LISTED ENTRIES START

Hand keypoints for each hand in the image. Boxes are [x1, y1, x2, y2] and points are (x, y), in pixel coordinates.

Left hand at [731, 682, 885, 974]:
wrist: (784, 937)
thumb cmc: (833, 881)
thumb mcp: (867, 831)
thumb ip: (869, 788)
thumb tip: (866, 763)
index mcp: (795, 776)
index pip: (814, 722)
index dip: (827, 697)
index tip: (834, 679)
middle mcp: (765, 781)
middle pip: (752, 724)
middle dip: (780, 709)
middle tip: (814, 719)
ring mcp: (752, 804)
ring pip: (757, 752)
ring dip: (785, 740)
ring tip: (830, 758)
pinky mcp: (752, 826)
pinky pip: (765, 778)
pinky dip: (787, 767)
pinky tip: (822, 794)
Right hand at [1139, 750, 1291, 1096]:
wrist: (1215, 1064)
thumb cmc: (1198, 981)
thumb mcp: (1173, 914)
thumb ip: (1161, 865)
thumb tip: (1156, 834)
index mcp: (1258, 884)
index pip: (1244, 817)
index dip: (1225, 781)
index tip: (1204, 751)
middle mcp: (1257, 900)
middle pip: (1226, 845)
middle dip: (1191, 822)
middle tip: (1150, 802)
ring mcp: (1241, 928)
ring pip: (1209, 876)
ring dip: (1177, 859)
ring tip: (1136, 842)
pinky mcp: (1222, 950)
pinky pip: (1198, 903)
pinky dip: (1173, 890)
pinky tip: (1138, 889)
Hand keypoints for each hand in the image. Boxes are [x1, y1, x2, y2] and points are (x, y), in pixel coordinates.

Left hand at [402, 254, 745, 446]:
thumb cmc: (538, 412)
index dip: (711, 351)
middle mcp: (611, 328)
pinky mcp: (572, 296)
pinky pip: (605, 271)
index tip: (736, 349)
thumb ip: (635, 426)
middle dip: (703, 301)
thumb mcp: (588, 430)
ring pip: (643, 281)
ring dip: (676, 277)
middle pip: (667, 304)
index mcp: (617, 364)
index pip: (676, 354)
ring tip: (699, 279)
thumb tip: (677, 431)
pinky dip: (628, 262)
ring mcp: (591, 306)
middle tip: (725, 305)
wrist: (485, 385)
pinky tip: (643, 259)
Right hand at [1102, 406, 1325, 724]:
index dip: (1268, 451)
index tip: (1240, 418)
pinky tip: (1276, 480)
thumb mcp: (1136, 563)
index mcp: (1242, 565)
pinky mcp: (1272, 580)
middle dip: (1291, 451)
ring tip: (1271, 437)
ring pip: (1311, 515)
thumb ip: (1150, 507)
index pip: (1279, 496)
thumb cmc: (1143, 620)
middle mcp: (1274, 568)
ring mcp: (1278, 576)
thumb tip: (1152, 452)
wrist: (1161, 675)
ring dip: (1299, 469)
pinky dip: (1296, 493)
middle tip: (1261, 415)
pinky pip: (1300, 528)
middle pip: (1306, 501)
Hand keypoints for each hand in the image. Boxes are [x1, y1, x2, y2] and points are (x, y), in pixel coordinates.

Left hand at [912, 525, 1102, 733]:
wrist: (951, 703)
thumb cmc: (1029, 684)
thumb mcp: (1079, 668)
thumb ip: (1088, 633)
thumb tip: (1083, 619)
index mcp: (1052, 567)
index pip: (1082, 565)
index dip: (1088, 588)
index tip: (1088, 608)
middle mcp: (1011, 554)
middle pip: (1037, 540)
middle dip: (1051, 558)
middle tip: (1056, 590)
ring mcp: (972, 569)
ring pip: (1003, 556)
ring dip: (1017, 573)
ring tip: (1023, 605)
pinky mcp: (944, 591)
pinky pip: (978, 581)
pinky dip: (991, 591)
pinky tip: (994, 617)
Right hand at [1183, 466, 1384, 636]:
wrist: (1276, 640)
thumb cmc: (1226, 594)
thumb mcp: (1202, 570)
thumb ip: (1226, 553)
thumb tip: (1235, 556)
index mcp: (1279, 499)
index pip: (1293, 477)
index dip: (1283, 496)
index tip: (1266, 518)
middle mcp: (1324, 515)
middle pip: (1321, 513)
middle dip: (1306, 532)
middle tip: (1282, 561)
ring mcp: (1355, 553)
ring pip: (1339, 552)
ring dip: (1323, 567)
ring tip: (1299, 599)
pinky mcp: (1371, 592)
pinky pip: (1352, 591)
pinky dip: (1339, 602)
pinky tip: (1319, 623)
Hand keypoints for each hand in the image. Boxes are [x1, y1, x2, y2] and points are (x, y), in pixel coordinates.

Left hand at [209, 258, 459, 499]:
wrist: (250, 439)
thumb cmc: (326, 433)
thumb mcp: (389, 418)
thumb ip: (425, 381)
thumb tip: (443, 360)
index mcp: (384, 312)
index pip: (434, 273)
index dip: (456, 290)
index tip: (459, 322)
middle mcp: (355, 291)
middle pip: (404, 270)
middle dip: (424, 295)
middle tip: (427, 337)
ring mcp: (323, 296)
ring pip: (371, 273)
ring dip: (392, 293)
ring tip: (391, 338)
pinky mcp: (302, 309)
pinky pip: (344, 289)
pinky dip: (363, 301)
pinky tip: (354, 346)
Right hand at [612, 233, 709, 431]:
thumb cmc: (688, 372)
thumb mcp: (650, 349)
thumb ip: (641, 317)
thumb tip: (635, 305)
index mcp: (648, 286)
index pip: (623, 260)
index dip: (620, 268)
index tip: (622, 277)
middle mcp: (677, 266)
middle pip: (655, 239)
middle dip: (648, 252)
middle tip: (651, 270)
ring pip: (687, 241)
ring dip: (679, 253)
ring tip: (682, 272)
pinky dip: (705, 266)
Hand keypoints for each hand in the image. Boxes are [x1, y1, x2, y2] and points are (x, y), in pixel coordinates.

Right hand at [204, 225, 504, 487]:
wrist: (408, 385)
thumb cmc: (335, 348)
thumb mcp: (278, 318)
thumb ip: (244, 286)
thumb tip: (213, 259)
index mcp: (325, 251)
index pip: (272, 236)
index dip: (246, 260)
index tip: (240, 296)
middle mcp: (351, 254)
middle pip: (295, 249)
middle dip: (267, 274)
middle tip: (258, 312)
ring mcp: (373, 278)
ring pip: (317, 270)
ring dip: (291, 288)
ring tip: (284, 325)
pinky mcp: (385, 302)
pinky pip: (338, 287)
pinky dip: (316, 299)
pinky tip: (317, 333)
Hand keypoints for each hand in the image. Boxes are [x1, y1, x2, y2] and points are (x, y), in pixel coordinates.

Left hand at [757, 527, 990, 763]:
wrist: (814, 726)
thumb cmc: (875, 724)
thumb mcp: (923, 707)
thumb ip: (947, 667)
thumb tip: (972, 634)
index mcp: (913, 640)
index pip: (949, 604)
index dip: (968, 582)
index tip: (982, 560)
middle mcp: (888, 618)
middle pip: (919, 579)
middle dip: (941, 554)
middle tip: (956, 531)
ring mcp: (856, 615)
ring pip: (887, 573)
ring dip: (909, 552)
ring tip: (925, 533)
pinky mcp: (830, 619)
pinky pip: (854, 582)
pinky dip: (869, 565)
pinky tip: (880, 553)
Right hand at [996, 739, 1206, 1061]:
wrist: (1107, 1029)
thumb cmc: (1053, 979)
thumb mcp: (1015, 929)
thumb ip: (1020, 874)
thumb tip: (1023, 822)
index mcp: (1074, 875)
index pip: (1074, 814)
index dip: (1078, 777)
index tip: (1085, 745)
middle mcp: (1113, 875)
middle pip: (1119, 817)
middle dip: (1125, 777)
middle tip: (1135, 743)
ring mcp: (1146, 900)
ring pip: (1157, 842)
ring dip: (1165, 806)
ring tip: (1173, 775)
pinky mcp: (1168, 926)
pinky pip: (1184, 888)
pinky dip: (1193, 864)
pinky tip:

LISTED ENTRIES END

**TRY IT:** Output exactly the lines of the data that run from the one containing "index pip: (1074, 814)" to the very last line, and no others.

**EXERCISE ANSWER:**
index pip: (1074, 814)
index dip: (1078, 777)
index tip: (1085, 745)
middle mcp: (1113, 875)
middle pip: (1119, 817)
middle dip: (1125, 777)
middle tip: (1135, 743)
ring mcp: (1146, 900)
ring pip: (1157, 842)
ring dip: (1165, 806)
ring tip: (1173, 775)
pinky mcp: (1168, 926)
pinky pip: (1184, 888)
pinky dip: (1193, 864)
pinky tip:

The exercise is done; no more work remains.